At the start of the 19th century the Asante Empire was at its height, easily the most powerful state in West Africa, an empire of over three million people in what is now Ghana and then referred to as the Gold Coast. This was more than half as many people as there were in the U.S. at the time and more than one quarter of the population of Britain (eleven million people in 1801). In land area the empire was larger than England, Wales and Scotland (or the state of Wyoming), stretching four hundred miles north from the coast, dominating nearly five hundred miles of coastline. The heartland of the Asante people was the tropical forest zone of the Gold Coast, a hot, humid, wet, and luxuriant forest that was not well-liked by Europeans.

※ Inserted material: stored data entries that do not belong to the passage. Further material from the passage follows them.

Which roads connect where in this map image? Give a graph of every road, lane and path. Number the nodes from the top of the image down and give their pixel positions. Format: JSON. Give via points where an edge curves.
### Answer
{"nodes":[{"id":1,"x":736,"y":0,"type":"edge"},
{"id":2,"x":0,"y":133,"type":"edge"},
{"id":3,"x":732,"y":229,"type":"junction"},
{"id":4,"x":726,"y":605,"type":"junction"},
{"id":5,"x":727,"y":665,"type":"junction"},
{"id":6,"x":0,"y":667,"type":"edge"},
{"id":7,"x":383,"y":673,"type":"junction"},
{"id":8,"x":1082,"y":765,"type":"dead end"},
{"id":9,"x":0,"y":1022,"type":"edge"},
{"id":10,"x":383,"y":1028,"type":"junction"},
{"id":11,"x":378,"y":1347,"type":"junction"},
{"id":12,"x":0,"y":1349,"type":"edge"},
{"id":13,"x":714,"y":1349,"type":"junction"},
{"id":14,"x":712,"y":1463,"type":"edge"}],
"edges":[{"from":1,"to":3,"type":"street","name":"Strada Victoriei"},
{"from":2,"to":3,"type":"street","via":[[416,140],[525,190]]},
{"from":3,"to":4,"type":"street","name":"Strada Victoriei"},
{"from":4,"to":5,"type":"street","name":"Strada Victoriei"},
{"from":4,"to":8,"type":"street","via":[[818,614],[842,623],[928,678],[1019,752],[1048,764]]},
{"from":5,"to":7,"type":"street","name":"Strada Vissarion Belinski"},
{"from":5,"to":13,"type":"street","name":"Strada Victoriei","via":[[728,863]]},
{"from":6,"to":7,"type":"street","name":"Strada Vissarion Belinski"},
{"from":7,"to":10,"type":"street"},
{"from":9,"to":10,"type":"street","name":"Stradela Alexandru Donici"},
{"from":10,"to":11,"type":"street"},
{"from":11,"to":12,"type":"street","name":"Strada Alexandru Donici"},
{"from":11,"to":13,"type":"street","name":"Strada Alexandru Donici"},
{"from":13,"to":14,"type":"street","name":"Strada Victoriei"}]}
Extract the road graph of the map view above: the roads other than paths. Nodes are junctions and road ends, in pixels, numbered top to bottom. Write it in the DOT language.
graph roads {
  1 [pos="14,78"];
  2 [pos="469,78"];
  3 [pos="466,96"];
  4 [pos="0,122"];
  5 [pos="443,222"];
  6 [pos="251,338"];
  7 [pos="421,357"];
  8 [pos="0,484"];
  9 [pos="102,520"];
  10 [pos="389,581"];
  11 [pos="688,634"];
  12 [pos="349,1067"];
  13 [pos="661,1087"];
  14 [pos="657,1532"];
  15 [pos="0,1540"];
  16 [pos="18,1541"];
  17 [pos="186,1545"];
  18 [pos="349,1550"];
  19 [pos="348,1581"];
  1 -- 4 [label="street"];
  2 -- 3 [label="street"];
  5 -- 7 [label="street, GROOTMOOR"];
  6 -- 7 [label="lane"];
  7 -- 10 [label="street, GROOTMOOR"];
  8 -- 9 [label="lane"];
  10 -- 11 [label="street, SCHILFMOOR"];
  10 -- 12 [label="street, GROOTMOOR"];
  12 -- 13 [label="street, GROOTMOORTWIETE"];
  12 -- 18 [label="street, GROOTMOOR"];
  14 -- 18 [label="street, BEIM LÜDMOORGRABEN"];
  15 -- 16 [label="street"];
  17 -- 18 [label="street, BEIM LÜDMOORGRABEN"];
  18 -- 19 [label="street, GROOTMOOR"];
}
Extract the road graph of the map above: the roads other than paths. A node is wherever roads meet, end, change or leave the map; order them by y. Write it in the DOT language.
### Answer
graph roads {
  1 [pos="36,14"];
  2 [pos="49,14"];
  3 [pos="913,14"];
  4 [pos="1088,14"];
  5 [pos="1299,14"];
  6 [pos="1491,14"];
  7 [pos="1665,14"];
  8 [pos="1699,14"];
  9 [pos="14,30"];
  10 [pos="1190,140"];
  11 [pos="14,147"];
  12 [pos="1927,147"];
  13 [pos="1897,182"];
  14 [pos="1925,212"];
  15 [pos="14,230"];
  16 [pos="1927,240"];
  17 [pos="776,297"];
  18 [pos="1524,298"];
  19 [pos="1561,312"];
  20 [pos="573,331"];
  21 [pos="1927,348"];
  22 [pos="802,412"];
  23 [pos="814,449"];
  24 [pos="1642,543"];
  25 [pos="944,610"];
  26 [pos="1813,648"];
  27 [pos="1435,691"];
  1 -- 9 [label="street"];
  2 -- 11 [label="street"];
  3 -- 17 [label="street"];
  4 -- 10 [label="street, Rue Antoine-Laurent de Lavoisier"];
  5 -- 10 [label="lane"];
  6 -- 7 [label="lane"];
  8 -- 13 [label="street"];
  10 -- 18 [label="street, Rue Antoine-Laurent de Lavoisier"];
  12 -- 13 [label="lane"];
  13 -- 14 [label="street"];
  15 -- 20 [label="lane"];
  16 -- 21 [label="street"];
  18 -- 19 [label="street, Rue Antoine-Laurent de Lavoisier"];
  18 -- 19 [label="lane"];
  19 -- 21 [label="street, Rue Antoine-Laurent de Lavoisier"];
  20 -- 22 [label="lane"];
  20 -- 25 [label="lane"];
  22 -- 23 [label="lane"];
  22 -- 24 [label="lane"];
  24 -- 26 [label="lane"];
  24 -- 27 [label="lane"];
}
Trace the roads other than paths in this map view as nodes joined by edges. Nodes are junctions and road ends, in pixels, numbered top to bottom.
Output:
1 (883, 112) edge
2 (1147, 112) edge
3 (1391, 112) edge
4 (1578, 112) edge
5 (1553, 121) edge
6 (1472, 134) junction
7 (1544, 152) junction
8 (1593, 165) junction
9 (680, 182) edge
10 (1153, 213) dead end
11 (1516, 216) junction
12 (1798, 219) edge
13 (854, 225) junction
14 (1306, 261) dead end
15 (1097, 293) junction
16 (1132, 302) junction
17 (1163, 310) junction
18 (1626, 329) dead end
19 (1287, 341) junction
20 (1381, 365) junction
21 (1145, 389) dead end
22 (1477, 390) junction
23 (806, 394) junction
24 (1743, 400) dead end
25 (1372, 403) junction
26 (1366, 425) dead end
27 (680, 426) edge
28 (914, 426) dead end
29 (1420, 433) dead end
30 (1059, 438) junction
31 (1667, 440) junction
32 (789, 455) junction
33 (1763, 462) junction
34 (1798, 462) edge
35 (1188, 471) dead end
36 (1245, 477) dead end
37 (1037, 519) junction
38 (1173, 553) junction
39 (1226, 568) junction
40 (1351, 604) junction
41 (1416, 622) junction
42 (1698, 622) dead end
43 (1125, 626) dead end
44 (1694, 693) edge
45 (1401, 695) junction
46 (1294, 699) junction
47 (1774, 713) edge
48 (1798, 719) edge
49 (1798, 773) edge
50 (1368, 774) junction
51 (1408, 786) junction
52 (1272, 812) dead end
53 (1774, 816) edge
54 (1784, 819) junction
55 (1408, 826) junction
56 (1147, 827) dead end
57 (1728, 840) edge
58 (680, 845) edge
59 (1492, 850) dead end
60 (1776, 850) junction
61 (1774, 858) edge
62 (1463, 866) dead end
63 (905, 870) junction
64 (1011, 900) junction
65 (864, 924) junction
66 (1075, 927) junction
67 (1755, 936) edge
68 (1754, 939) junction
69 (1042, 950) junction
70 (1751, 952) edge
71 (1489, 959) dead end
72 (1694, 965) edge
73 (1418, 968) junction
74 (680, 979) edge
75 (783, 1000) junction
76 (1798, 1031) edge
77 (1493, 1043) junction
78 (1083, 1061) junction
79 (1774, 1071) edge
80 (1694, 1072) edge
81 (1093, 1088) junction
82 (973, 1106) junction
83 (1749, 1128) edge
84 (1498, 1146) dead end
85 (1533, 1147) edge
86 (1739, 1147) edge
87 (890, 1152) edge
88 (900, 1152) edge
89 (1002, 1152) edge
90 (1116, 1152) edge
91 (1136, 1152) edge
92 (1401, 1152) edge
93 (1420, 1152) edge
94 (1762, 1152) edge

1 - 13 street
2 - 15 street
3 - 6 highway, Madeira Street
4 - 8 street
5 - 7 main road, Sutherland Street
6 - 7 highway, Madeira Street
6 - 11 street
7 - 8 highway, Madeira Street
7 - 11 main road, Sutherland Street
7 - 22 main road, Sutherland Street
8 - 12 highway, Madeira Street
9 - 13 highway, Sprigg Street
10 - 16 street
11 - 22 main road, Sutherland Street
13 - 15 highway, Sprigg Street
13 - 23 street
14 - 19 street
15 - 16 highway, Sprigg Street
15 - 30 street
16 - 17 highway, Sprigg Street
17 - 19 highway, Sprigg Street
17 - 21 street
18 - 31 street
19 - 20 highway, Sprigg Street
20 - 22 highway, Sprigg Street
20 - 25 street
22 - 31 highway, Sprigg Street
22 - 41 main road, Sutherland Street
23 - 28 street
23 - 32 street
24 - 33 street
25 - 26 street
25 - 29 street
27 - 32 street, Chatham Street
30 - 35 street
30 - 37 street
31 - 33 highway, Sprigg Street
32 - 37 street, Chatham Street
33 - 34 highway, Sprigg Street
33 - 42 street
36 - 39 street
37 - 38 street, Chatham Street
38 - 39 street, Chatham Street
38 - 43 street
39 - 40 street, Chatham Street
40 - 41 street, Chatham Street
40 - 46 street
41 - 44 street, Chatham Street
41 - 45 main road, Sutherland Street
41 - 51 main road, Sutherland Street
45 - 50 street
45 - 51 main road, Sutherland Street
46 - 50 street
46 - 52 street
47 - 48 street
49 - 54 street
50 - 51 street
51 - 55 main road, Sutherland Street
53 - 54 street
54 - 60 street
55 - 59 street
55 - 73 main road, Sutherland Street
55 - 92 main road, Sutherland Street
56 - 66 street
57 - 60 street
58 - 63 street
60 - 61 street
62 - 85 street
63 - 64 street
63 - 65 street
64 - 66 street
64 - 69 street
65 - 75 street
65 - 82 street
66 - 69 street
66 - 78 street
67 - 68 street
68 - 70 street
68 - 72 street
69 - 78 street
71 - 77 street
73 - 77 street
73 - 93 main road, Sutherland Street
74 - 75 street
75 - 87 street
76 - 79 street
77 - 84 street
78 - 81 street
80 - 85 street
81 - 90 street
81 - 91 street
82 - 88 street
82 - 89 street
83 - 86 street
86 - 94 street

More than just the physical and population size of the Asante were impressive. Unusual among the native African states, the Asante, particularly at the beginning, had a remarkably successful governmental structure. It was able to balance the needs and desires of the king with a ruling oligarchy, a system of checks and balances in which sometimes the king was supreme on a given issue, at other times a near-parliamentarian body had the last say. It had a fairly large and successful government bureaucracy that oversaw many aspects of daily life. Though the empire included many subject kingdoms, conquered peoples, and a sometimes restive slave population, it had a surprisingly cohesive national identity, a "deep patriotism" that survived the worst military setbacks in a century of conflict, that despite internal divisions among a "hodgepodge" of people there was a surprisingly large core that was "always willing to fight and die for the Asante union."

Most remarkable of all perhaps was the Asante fighting man himself. Despite the fact that most of its common soldiers were slaves, often recently captured, they often fought superbly and obeyed their orders with bravery and enthusiasm, amazing the British as they stood their ground against clearly superior firepower (which would later include artillery and machine guns). Also, most were only part-time soldiers, not living and serving in units like their British opponents, required to own and maintain their own flintlock musket (this long musket, called the "long Danes," gave the Asante an enormous advantage over their native neighbors as the Asante possessed a near monopoly on guns along the Gold Coast, though as the century progressed these guns became vastly inferior to later British weaponry).

The heart of the book is an account of the military campaigns that took place between the two great powers, the author detailing the causes, course, and consequences of each battle, discussing the tactics of each encounter, the role various weapons played, the bravery (or cowardice) of individuals of note in each battle, whether the conflicts were small-scale conflicts that occurred basically by mistake or massive mobilizations of men, planned well in advance and involving tens of thousands of individuals. This made for gripping reading and the author, though primarily working with writings from those of the British side, nevertheless worked hard to provide a balanced portrayal of both sides of these various conflicts.

Regrettably misunderstanding was as often at the root of Asante-British fighting as was British imperial ambitions, as each side "struggled with their colossal incomprehension of one another's values, religious beliefs, diplomacy, sense of honor, and national purpose." Both sides could be self-righteous, insistent upon their cultural and in the case of the British oftentimes racial supremacy. In many ways economics was at the heart of the conflict, but even there misunderstanding prevailed, as each side was oftentimes ignorant of the others needs and goals in that arena. Even attitudes towards the other's culture, even ones that did not directly affect the other, would color policy towards the other (such as the British distaste for Asante human sacrifice, well-detailed in this book, as well as the views of their source for porters and interpreters, the native Fante, who hated their Asante overlords and never missed an opportunity to paint vivid pictures of Asante "cruelty, rapacity, untrustworthiness, and lust for war," hardly providing a balanced portrait to the British).